:: Work required ::
Apart from the pictures, which must be omitted, restate the data exactly.
□ □ □ □ □
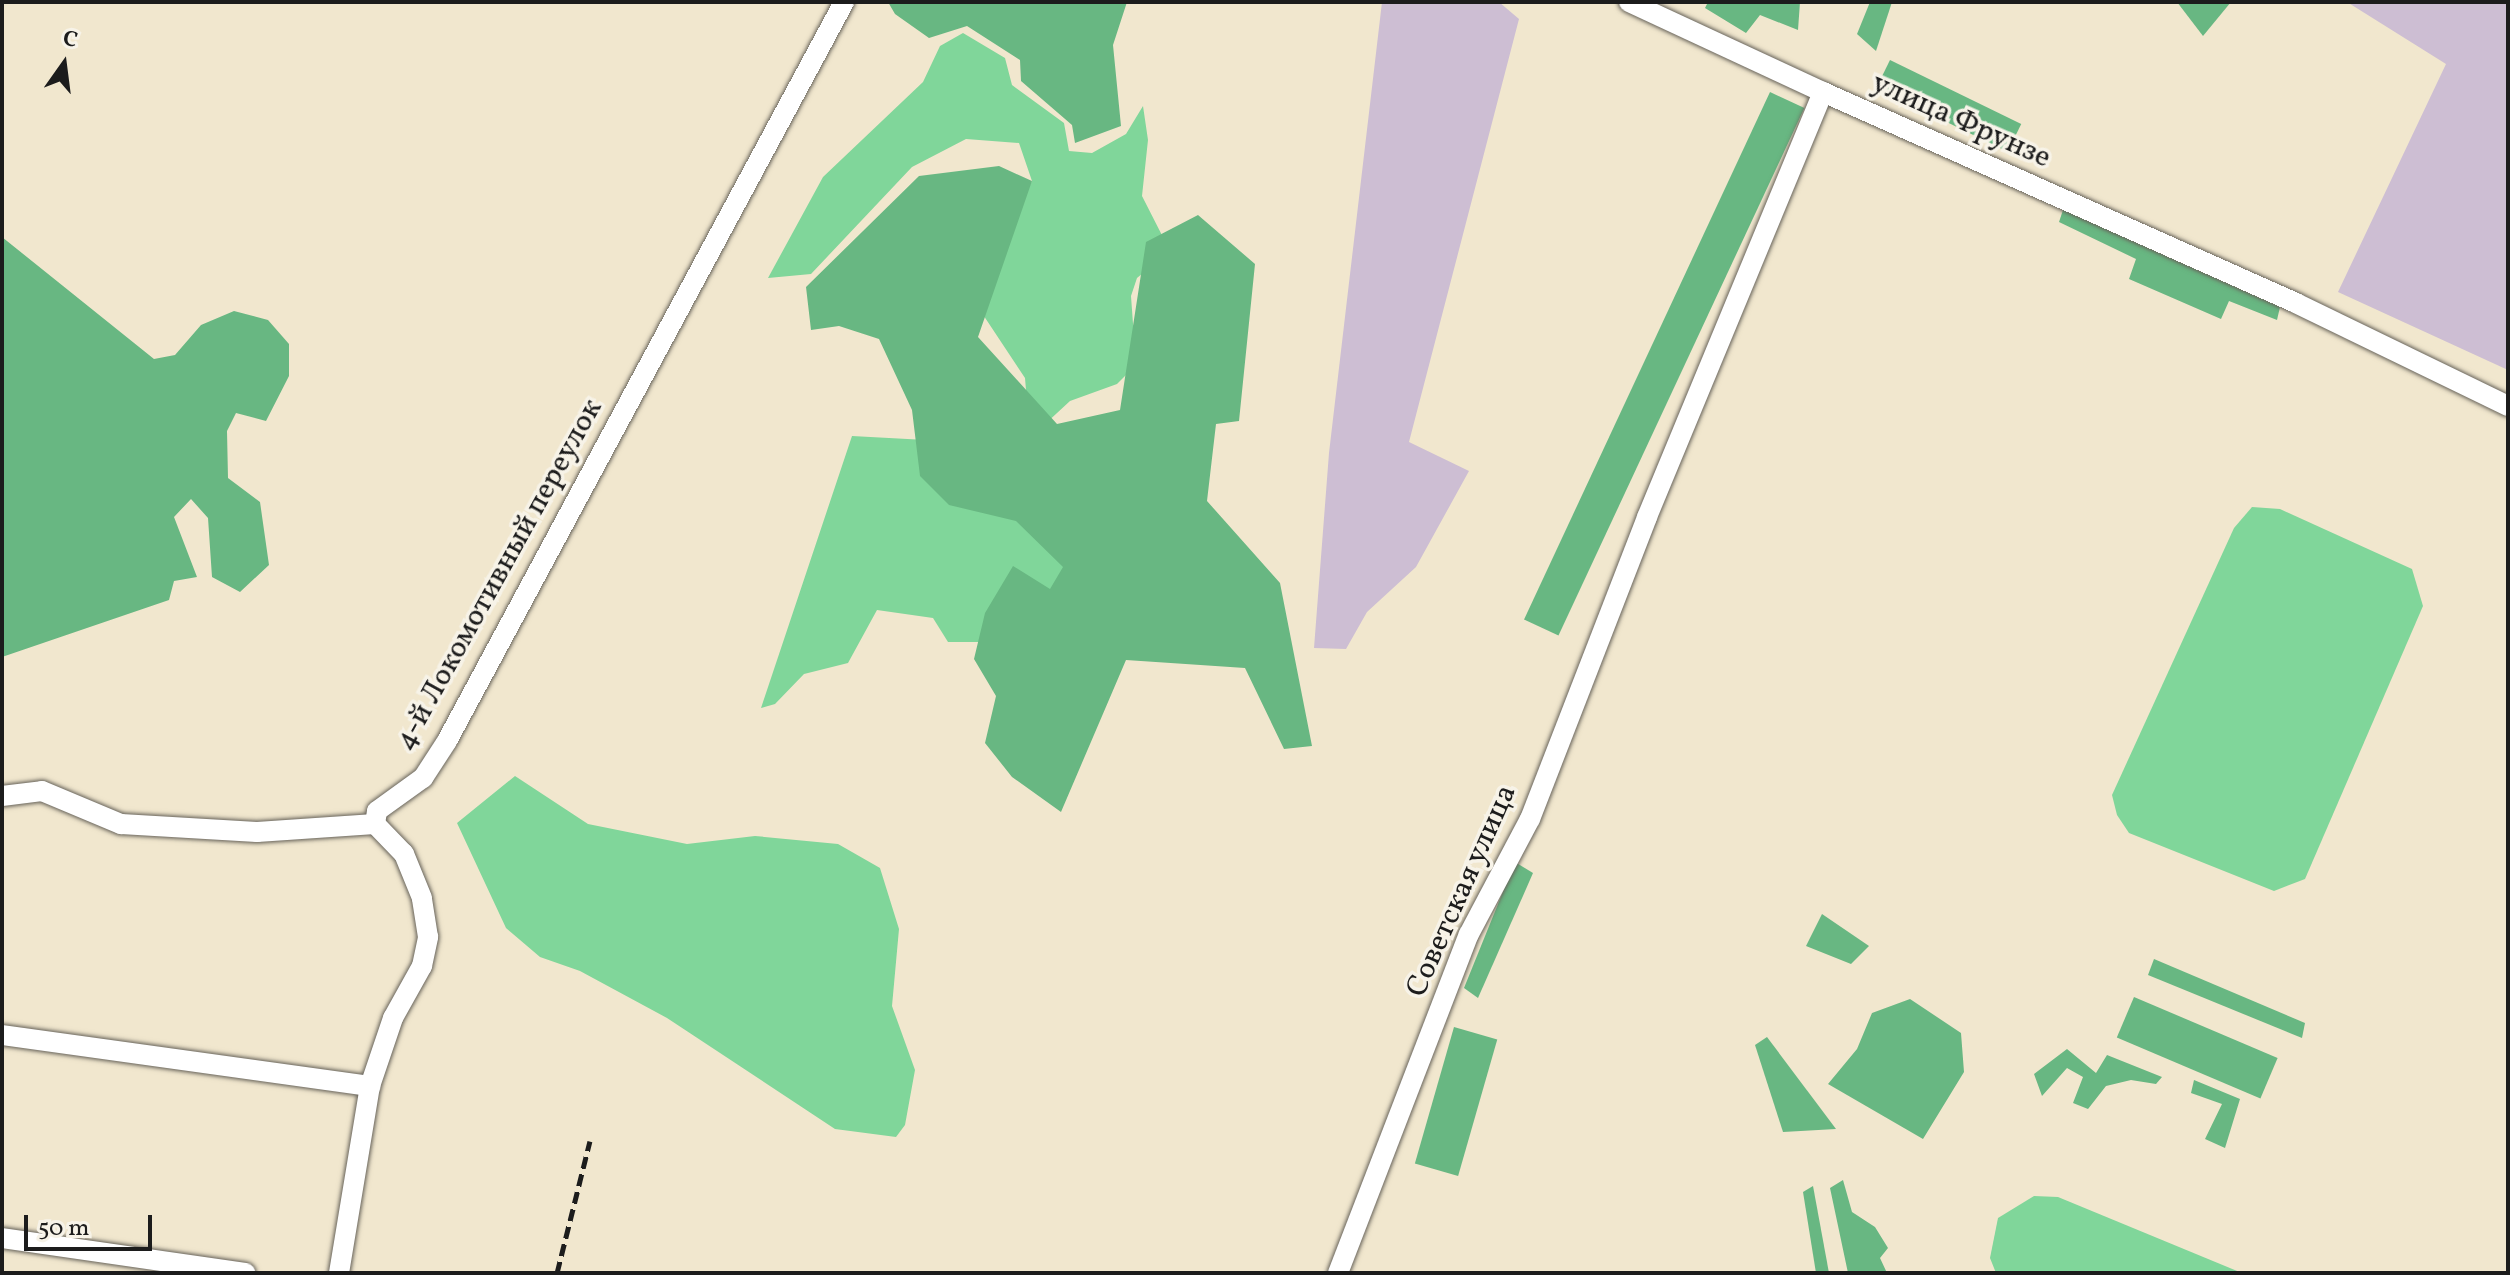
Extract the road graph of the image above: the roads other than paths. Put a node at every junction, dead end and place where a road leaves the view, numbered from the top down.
1 (844, 2) edge
2 (1629, 2) edge
3 (1823, 92) junction
4 (2508, 406) edge
5 (1640, 535) joint
6 (2, 796) edge
7 (375, 824) junction
8 (2, 1035) edge
9 (370, 1086) junction
10 (2, 1238) edge
11 (246, 1273) edge
12 (339, 1273) edge
13 (1338, 1273) edge

1 - 7 street, 4-й Локомотивный переулок
2 - 3 street
3 - 4 street, улица Фрунзе
3 - 5 street, улица Фрунзе
5 - 13 street, Советская улица
6 - 7 street
7 - 9 street
8 - 9 street
9 - 12 street
10 - 11 street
□ □ □ □ □
:: Written response ::
Extract the road graph of the image above: the roads other than paths. Put a node at every junction, dead end and place where a road leaves the view, numbered from the top down.
1 (844, 2) edge
2 (1629, 2) edge
3 (1823, 92) junction
4 (2508, 406) edge
5 (1640, 535) joint
6 (2, 796) edge
7 (375, 824) junction
8 (2, 1035) edge
9 (370, 1086) junction
10 (2, 1238) edge
11 (246, 1273) edge
12 (339, 1273) edge
13 (1338, 1273) edge

1 - 7 street, 4-й Локомотивный переулок
2 - 3 street
3 - 4 street, улица Фрунзе
3 - 5 street, улица Фрунзе
5 - 13 street, Советская улица
6 - 7 street
7 - 9 street
8 - 9 street
9 - 12 street
10 - 11 street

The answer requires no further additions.